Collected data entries
::::
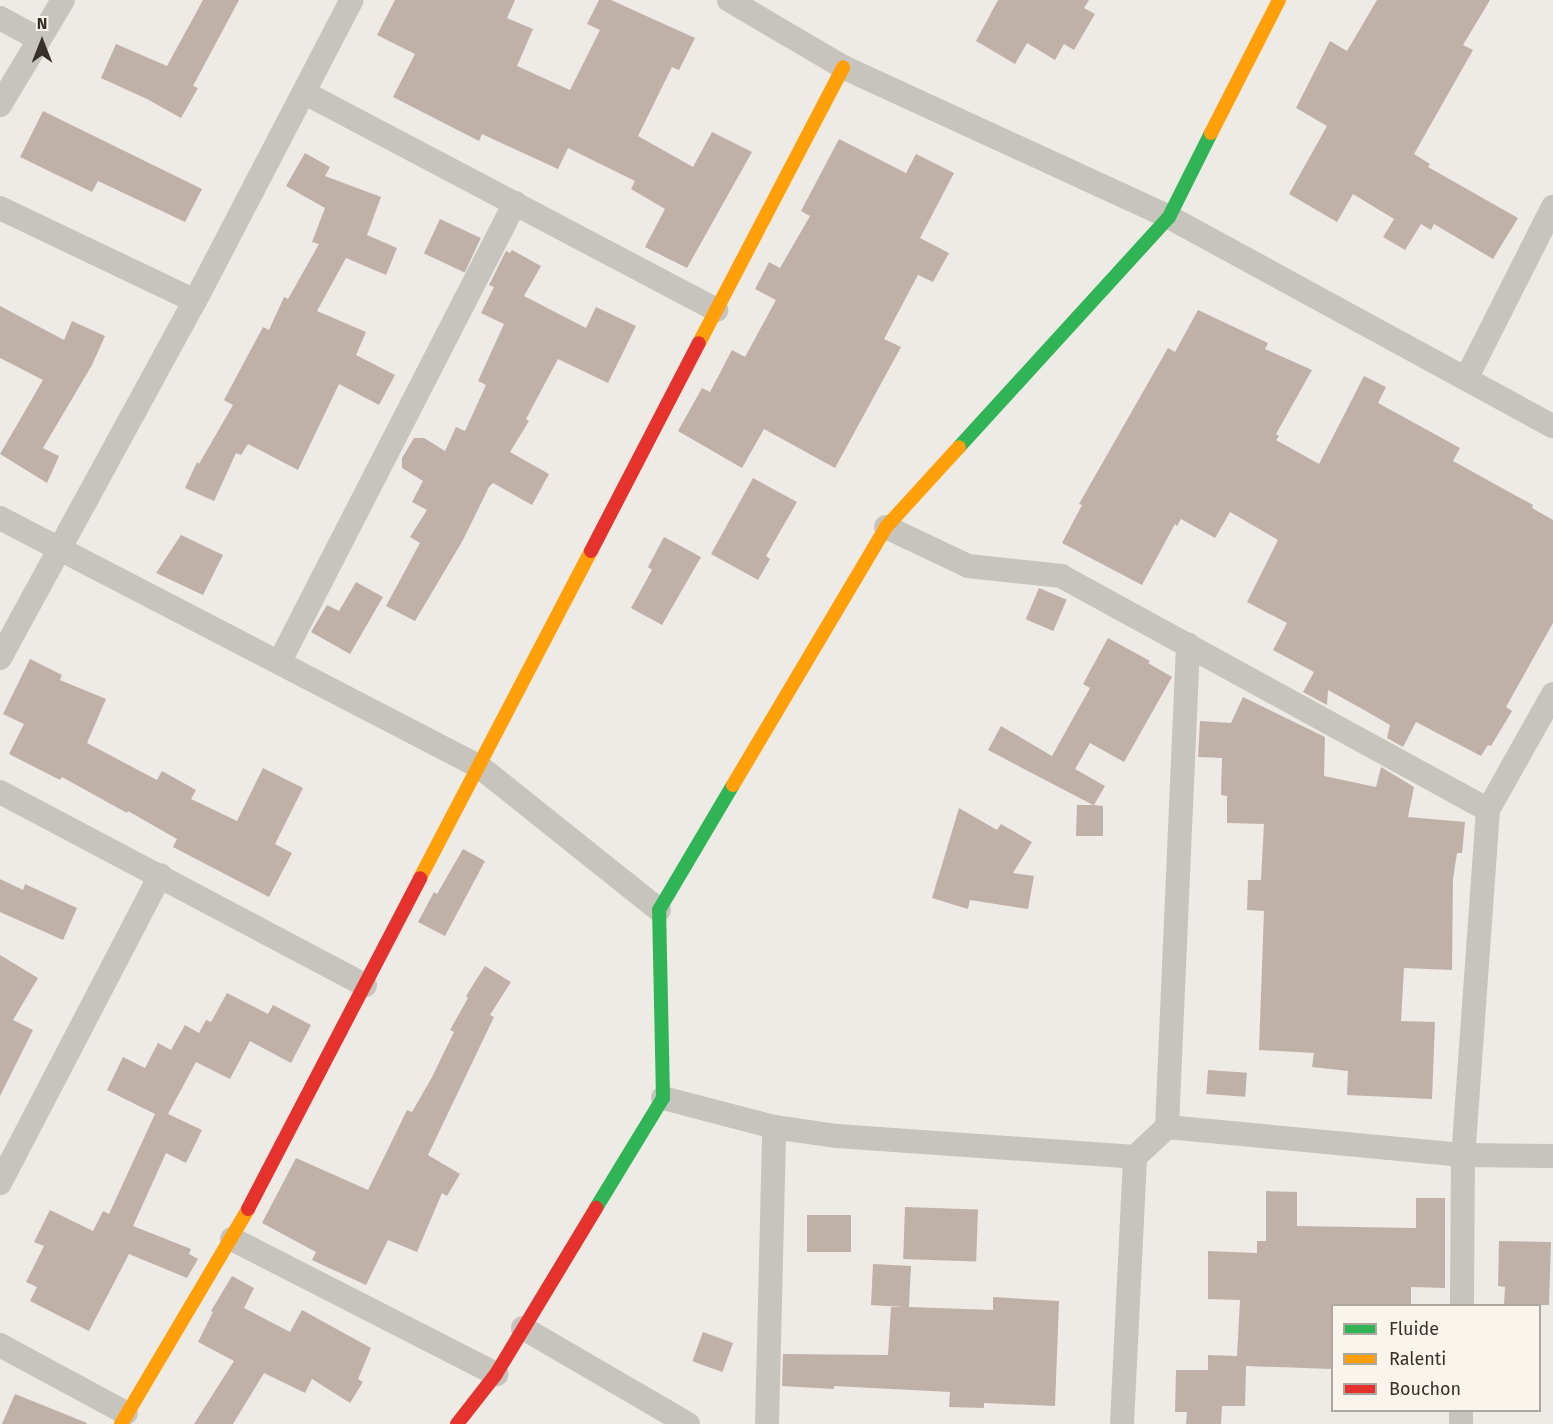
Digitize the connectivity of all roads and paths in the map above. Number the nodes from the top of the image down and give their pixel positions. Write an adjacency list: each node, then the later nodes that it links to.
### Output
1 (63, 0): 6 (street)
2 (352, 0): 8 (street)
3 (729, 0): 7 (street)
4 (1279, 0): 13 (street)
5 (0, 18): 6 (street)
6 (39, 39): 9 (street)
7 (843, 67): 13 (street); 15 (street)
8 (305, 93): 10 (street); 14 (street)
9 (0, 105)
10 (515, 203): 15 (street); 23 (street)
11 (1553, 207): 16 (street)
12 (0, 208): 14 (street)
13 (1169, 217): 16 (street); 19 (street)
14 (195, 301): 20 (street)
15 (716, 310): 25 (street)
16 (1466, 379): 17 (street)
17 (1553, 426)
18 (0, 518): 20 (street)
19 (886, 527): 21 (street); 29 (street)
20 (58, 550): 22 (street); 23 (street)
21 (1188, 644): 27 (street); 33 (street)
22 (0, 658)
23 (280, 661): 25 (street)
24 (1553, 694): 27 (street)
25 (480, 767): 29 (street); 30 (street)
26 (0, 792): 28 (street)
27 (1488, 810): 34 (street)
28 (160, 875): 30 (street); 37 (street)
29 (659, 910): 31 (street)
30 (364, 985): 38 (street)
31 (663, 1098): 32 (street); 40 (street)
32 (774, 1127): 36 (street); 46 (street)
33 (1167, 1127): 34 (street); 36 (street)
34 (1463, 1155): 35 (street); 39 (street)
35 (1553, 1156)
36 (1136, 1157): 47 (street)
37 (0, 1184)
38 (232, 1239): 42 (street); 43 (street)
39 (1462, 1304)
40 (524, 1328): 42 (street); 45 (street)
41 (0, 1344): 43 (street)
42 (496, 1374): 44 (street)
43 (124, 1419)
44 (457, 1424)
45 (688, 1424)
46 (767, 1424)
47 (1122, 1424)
::::
* _Exercise details_:
Quote all of the entries word for word, omitting any pictures.

* _Finished exercise_:
Digitize the connectivity of all roads and paths in the map above. Number the nodes from the top of the image down and give their pixel positions. Write an adjacency list: each node, then the later nodes that it links to.
### Output
1 (63, 0): 6 (street)
2 (352, 0): 8 (street)
3 (729, 0): 7 (street)
4 (1279, 0): 13 (street)
5 (0, 18): 6 (street)
6 (39, 39): 9 (street)
7 (843, 67): 13 (street); 15 (street)
8 (305, 93): 10 (street); 14 (street)
9 (0, 105)
10 (515, 203): 15 (street); 23 (street)
11 (1553, 207): 16 (street)
12 (0, 208): 14 (street)
13 (1169, 217): 16 (street); 19 (street)
14 (195, 301): 20 (street)
15 (716, 310): 25 (street)
16 (1466, 379): 17 (street)
17 (1553, 426)
18 (0, 518): 20 (street)
19 (886, 527): 21 (street); 29 (street)
20 (58, 550): 22 (street); 23 (street)
21 (1188, 644): 27 (street); 33 (street)
22 (0, 658)
23 (280, 661): 25 (street)
24 (1553, 694): 27 (street)
25 (480, 767): 29 (street); 30 (street)
26 (0, 792): 28 (street)
27 (1488, 810): 34 (street)
28 (160, 875): 30 (street); 37 (street)
29 (659, 910): 31 (street)
30 (364, 985): 38 (street)
31 (663, 1098): 32 (street); 40 (street)
32 (774, 1127): 36 (street); 46 (street)
33 (1167, 1127): 34 (street); 36 (street)
34 (1463, 1155): 35 (street); 39 (street)
35 (1553, 1156)
36 (1136, 1157): 47 (street)
37 (0, 1184)
38 (232, 1239): 42 (street); 43 (street)
39 (1462, 1304)
40 (524, 1328): 42 (street); 45 (street)
41 (0, 1344): 43 (street)
42 (496, 1374): 44 (street)
43 (124, 1419)
44 (457, 1424)
45 (688, 1424)
46 (767, 1424)
47 (1122, 1424)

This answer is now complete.